##### DATA SHOWN
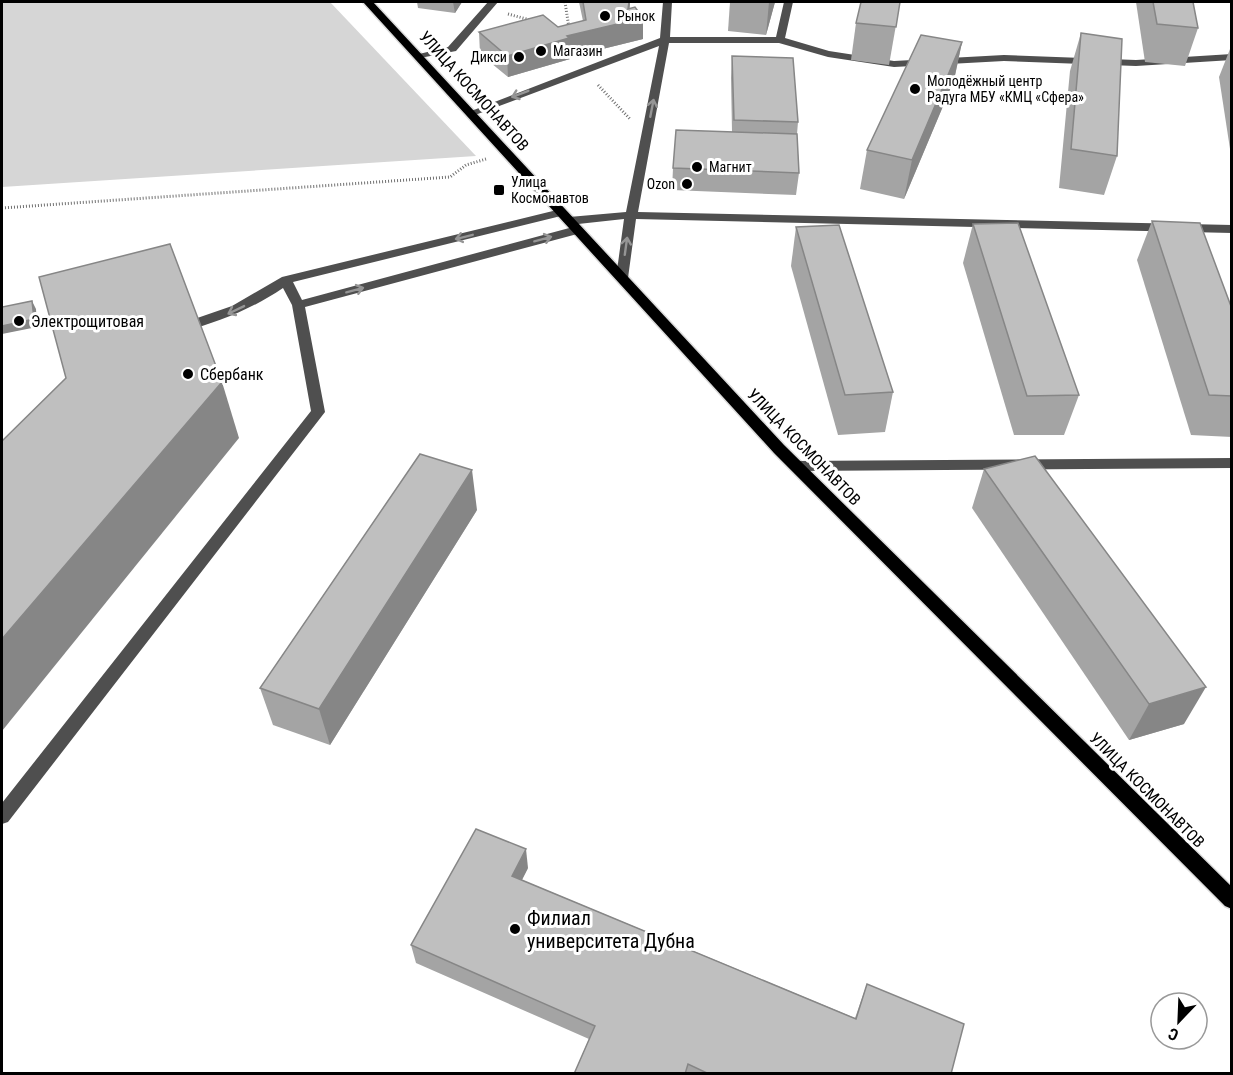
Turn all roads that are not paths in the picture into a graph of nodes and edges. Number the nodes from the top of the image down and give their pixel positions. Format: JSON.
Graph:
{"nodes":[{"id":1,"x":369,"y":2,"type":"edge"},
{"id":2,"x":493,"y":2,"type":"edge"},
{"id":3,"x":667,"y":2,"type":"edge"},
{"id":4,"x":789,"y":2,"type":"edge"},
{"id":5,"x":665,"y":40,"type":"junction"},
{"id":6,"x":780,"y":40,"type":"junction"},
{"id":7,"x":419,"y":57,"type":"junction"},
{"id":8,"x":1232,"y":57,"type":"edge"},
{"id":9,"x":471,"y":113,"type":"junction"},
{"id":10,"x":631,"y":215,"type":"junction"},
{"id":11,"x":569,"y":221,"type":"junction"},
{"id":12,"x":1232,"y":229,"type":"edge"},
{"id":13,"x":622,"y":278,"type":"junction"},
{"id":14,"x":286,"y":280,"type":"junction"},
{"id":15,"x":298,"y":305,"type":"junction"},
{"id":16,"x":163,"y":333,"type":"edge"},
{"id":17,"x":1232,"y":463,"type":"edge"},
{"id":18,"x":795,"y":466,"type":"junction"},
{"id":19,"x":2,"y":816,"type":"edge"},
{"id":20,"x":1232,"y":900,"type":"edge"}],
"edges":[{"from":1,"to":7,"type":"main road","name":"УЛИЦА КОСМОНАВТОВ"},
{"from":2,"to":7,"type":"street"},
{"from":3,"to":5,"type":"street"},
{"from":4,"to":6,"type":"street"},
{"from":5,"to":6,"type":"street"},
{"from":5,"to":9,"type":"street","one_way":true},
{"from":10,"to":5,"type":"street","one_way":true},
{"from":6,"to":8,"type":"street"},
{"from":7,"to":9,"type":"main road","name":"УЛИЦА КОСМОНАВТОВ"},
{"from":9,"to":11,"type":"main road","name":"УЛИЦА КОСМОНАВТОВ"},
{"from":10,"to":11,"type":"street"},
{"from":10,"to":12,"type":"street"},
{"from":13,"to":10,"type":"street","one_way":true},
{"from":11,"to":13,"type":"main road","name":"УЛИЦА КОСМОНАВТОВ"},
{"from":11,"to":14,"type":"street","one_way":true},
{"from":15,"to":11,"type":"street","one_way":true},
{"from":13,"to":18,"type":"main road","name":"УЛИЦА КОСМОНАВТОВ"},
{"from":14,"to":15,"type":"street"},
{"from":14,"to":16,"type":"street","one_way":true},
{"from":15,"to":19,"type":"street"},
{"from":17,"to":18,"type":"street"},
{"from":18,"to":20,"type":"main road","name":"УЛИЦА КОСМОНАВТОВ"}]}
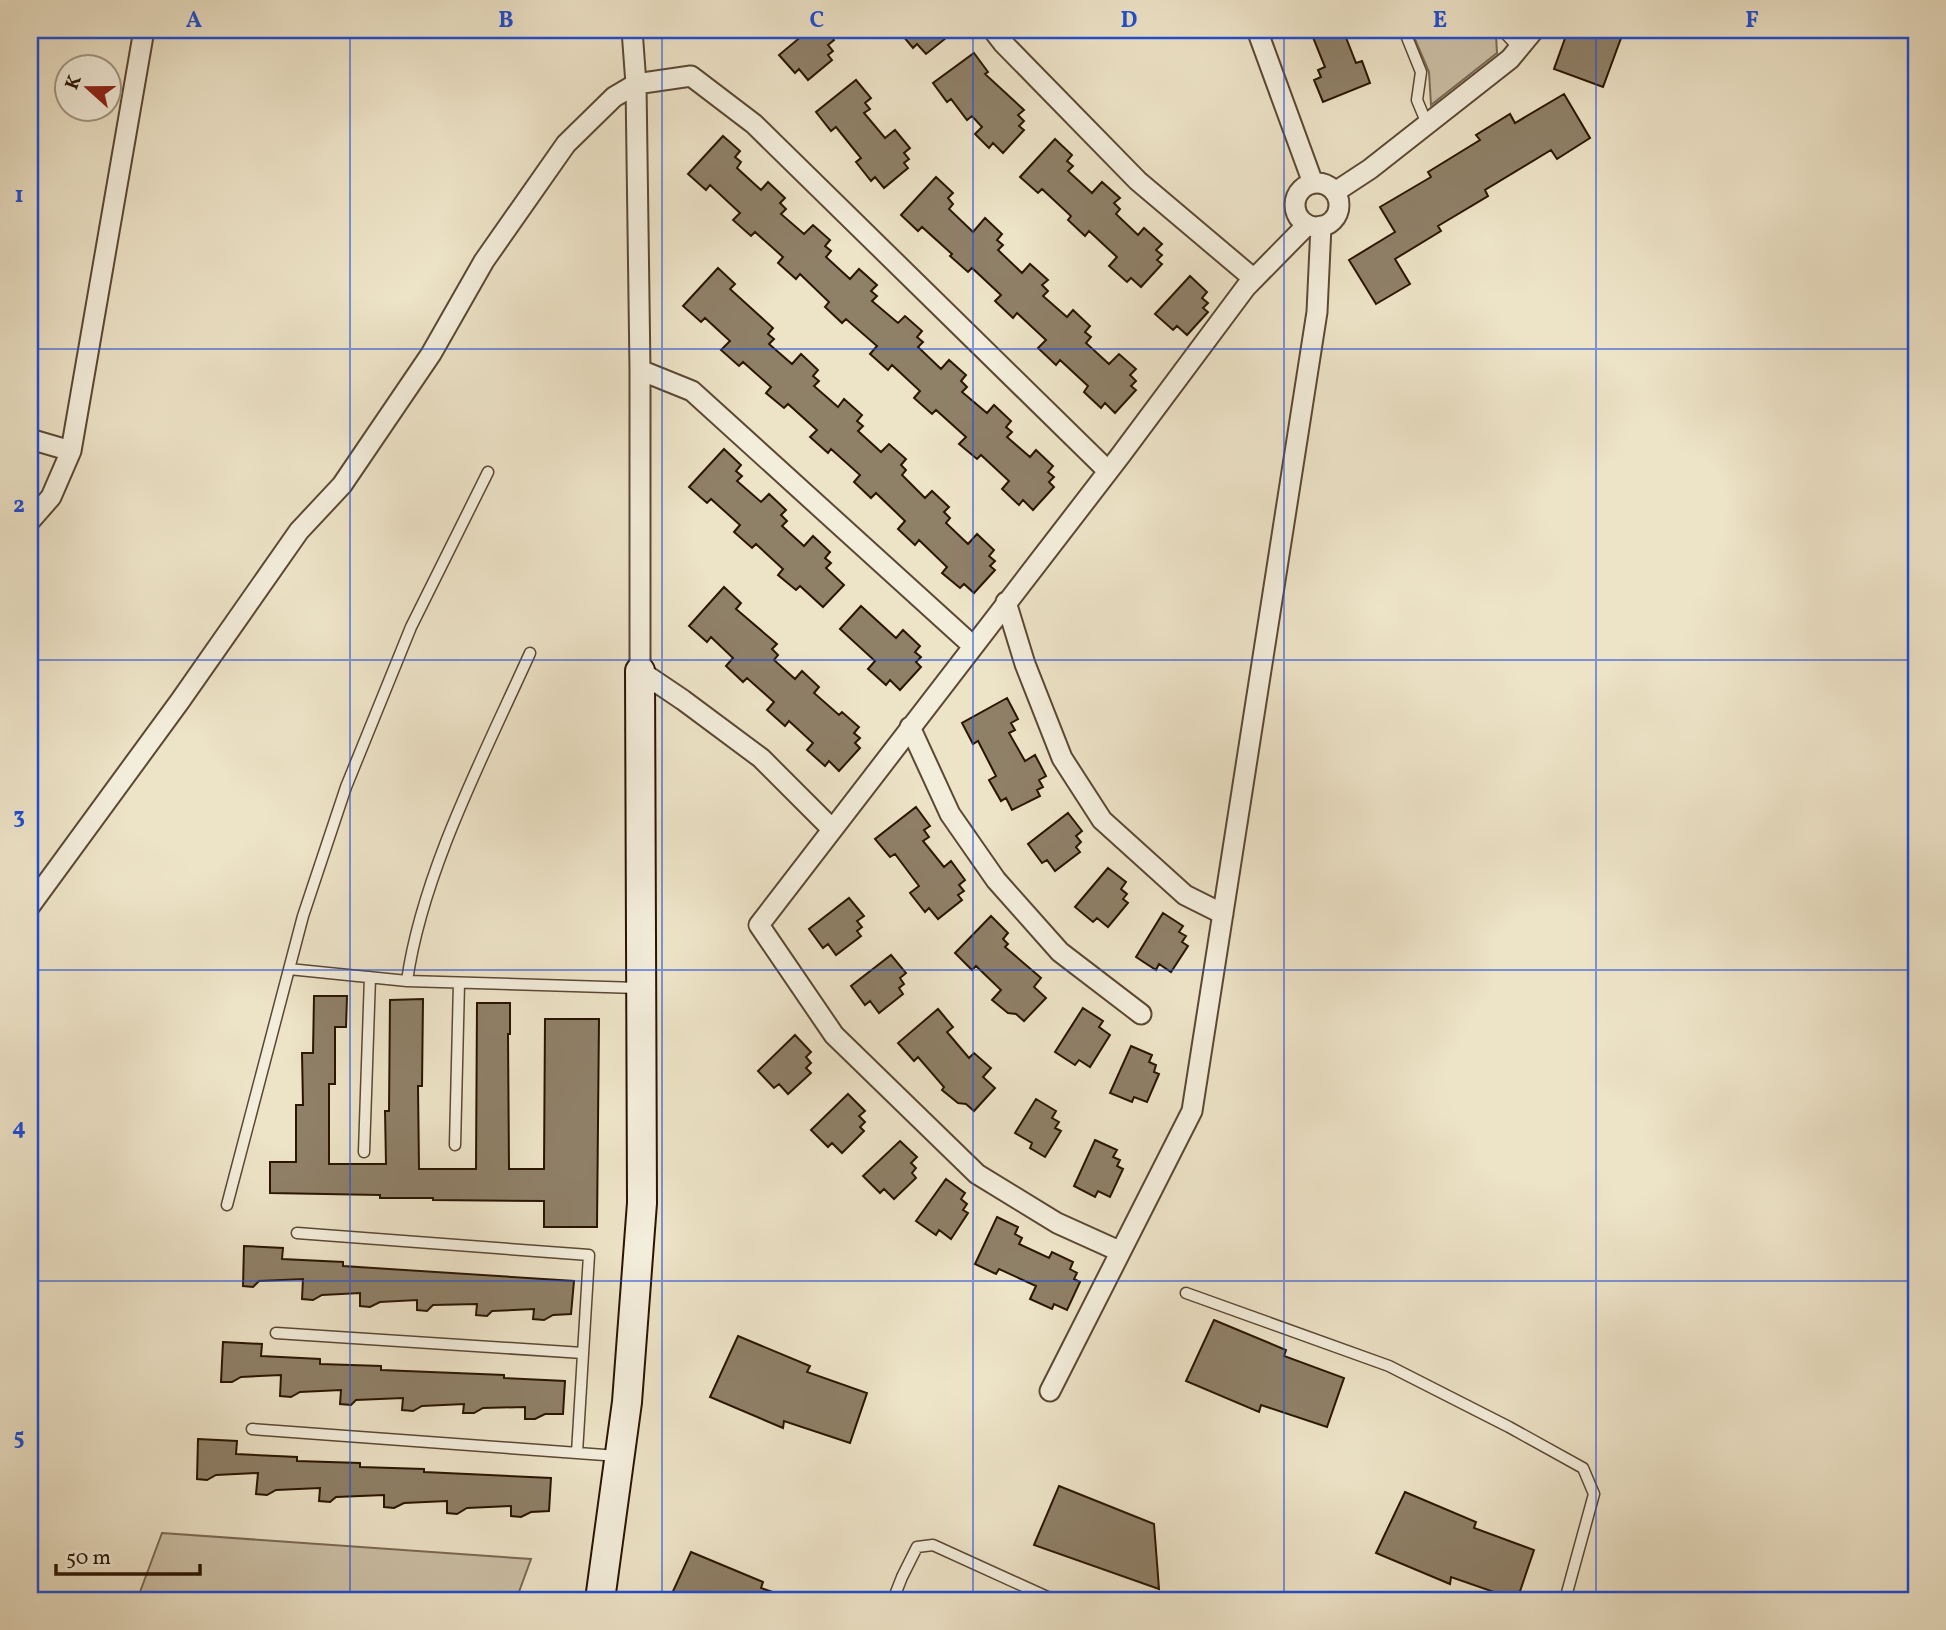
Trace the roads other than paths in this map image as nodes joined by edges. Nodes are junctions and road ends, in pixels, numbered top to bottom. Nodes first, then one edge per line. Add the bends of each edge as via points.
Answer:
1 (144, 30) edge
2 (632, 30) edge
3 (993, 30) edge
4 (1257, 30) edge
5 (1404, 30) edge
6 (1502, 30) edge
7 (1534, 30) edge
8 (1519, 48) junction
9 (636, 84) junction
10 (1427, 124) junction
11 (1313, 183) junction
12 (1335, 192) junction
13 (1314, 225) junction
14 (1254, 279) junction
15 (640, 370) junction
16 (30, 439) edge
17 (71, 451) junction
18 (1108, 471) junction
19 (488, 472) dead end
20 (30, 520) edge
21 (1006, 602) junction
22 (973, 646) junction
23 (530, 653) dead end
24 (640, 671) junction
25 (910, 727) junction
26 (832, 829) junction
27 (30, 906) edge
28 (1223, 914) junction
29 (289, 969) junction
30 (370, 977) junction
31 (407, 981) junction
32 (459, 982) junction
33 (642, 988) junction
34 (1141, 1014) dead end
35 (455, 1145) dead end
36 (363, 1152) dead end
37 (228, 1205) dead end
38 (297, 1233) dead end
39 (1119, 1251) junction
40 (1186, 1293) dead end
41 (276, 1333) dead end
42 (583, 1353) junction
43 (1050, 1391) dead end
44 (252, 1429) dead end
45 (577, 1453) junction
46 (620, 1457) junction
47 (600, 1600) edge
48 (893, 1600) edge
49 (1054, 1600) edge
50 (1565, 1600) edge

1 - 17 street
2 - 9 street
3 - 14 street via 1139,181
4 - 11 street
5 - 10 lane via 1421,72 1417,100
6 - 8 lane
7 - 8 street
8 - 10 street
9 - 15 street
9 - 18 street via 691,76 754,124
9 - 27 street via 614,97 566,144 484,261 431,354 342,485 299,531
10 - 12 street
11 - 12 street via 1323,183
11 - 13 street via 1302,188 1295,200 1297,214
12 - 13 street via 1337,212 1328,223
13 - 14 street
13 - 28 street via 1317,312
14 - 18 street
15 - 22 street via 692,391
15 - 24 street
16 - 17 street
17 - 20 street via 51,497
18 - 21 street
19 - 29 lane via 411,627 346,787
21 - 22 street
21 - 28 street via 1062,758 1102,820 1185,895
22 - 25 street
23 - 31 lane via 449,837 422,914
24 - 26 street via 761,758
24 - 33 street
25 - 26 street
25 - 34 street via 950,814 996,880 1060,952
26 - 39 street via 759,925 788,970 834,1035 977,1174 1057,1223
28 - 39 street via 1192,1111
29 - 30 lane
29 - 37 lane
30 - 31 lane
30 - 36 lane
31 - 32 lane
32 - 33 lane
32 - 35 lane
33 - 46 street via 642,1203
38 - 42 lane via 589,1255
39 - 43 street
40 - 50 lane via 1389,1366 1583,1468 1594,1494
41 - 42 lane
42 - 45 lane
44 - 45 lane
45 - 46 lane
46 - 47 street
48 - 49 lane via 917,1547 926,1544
##########
ASSIGNMENT:
Your answer should consist of each line above in which "true" appears.

ANSWER:
{"from":5,"to":9,"type":"street","one_way":true},
{"from":10,"to":5,"type":"street","one_way":true},
{"from":13,"to":10,"type":"street","one_way":true},
{"from":11,"to":14,"type":"street","one_way":true},
{"from":15,"to":11,"type":"street","one_way":true},
{"from":14,"to":16,"type":"street","one_way":true},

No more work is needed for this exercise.